Governou estimou que deixaria de gastar R$71,9 bilhões nos próximos dois anos, mas dificilmente atingirá esse valor

(Divulgação / Getty Images)
Sergio Vale

Colunista

Publicado em 4 de dezembro de 2024 às 16h31.

Depois de dois anos de inação em relação aos gastos públicos, o governo decidiu lançar um pacote fiscal. Entretanto, a frustração foi dupla. Primeiro, havia a expectativa criada pelo próprio governo de que, dessa vez, seriam feitas mudanças estruturais relevantes na estrutura de gastos. Houve rumores de que o vínculo do salário-mínimo na previdência seria alterado e que os mínimos constitucionais de saúde e educação seriam limitados pelo já frágil arcabouço fiscal atual.

O que saiu no final foi muito pior. O governo insistiu em ampliar o pente fino no BPC e no Bolsa Família, sinalizou uma difícil mudança na regra de crescimento das emendas, o abono salarial, que parecia ter um corte para 1 ou 1,5 salário-mínimo se transformou em apenas um ajuste do abolo pela inflação, fazendo com que ele caia para 1,5 apenas em 2035, data em que voltaria à sistemática antiga. Ou seja, muito pouco.

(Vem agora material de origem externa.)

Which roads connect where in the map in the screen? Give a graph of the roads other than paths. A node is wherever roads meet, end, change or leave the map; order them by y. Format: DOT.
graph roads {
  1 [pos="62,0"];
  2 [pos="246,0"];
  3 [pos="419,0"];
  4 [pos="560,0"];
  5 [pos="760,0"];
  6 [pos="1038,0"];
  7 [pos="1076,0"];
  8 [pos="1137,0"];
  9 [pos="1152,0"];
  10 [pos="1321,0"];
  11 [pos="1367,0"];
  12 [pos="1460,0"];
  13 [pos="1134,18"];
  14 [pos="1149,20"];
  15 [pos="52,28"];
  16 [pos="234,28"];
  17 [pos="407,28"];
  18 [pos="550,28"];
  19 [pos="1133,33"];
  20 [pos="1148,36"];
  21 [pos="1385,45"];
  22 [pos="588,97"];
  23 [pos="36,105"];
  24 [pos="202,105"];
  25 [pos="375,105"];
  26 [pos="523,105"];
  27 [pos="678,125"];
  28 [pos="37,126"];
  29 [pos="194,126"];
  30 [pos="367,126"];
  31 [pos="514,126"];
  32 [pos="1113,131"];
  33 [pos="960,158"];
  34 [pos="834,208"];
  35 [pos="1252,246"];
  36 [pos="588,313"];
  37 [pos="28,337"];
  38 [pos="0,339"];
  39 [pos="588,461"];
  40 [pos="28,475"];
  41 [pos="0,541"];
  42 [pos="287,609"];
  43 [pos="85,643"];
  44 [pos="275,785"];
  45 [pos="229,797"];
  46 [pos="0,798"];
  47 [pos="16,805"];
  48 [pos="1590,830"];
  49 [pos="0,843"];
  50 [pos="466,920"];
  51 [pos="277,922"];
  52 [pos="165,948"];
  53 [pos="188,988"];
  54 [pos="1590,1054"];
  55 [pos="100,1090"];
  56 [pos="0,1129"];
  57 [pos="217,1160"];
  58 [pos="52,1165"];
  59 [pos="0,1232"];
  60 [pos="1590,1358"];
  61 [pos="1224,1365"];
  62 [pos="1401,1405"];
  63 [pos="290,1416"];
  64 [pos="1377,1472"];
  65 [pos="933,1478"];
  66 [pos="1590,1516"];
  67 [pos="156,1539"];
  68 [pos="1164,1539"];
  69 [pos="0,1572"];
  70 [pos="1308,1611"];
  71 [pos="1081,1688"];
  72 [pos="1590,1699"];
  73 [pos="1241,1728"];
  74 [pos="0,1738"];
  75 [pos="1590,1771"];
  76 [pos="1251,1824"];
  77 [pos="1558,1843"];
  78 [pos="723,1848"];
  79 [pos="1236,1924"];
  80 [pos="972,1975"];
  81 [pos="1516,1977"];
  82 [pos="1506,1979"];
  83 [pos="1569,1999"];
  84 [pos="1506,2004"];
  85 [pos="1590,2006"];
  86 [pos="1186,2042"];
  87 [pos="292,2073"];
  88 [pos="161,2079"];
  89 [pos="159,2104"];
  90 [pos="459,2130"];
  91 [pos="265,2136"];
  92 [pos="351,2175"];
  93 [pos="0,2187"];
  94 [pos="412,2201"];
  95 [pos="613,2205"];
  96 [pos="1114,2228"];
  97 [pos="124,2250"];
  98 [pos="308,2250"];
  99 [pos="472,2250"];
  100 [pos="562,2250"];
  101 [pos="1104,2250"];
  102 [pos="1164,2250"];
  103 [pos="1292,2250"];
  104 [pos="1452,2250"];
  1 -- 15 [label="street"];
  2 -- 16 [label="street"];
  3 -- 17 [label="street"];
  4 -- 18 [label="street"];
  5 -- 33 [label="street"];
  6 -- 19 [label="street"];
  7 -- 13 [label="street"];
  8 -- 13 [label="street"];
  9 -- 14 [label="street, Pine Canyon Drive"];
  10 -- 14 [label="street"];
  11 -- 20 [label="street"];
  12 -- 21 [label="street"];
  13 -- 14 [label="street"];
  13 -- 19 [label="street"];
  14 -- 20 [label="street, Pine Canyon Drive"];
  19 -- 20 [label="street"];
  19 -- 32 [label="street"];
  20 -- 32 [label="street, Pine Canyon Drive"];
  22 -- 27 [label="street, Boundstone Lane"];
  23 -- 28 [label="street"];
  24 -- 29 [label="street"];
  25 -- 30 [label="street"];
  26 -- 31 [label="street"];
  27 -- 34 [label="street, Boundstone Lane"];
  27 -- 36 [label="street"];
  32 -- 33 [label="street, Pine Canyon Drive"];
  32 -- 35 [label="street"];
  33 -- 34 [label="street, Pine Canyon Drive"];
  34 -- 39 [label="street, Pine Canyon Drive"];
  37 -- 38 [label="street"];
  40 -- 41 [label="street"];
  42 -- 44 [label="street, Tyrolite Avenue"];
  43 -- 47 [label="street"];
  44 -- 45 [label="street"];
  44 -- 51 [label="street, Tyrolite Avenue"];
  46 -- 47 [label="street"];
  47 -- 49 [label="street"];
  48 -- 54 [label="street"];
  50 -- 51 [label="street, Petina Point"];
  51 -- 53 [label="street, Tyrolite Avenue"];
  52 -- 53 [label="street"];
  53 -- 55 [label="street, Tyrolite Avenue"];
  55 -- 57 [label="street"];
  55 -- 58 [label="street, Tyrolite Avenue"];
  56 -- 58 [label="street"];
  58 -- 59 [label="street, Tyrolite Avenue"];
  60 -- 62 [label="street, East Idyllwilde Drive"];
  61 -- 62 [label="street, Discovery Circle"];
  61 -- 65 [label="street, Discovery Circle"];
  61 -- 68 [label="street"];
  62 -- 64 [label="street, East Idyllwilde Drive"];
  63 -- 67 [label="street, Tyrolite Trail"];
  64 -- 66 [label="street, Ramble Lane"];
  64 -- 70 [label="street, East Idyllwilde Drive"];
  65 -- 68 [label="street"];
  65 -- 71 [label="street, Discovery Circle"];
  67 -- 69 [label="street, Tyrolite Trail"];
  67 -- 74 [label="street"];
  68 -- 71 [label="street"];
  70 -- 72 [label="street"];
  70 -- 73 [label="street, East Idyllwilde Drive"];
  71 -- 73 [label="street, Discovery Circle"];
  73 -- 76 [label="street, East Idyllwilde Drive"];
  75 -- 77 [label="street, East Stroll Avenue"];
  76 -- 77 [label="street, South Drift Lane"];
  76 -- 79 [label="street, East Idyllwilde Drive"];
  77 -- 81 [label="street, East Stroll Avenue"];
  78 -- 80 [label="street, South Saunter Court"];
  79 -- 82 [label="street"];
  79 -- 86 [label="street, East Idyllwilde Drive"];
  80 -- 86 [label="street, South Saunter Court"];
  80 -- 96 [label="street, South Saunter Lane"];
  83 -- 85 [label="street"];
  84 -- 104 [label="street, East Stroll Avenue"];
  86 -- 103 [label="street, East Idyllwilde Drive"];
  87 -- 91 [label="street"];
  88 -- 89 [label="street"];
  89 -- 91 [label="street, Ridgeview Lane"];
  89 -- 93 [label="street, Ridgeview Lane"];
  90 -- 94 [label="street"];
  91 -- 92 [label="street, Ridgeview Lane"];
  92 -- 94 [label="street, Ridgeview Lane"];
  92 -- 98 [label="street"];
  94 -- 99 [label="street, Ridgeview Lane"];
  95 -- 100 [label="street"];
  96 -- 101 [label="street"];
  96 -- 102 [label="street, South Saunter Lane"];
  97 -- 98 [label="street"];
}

O governou estimou que deixaria de gastar R$71,9 bilhões nos próximos dois anos, mas dificilmente atingirá esse valor. Na melhor das hipóteses ele consegue R$ 20 bilhões a menos desse valor, com chance do pior cenário de R$ 30 bilhões a menos. Vale dizer que essa estimativa do governo é para que ele consiga entrar os resultados dentro da meta do arcabouço de 0% de primário em 25 e superávit de 0,5% em 26. Entretanto, para isso o governo conta também com forte expansão da receita nos próximos dois anos. Na primeira metade do mandato, com crescimento médio em torno de 3,3% ao ano e várias medidas de aumento de receita, o governo conseguiu ver taxas de expansão da arrecadação facilmente passarem de 10%. Mas mesmo com esse crescimento ainda teremos déficit esse ano, da ordem de R$ 50 bilhões. Isso mostra como o ajuste nos gastos está mais do que atrasado. O forte ajuste na receita não tem sido suficiente para mudar o cenário. Para piorar, nos próximos dois anos o crescimento médio da economia deve ficar abaixo de 2%, o que significa que o governo pode deixar de arrecadar cerca de R$ 27 bilhões apenas em 2025 por conta da estimativa maior de crescimento do PIB que se encontra na LDO.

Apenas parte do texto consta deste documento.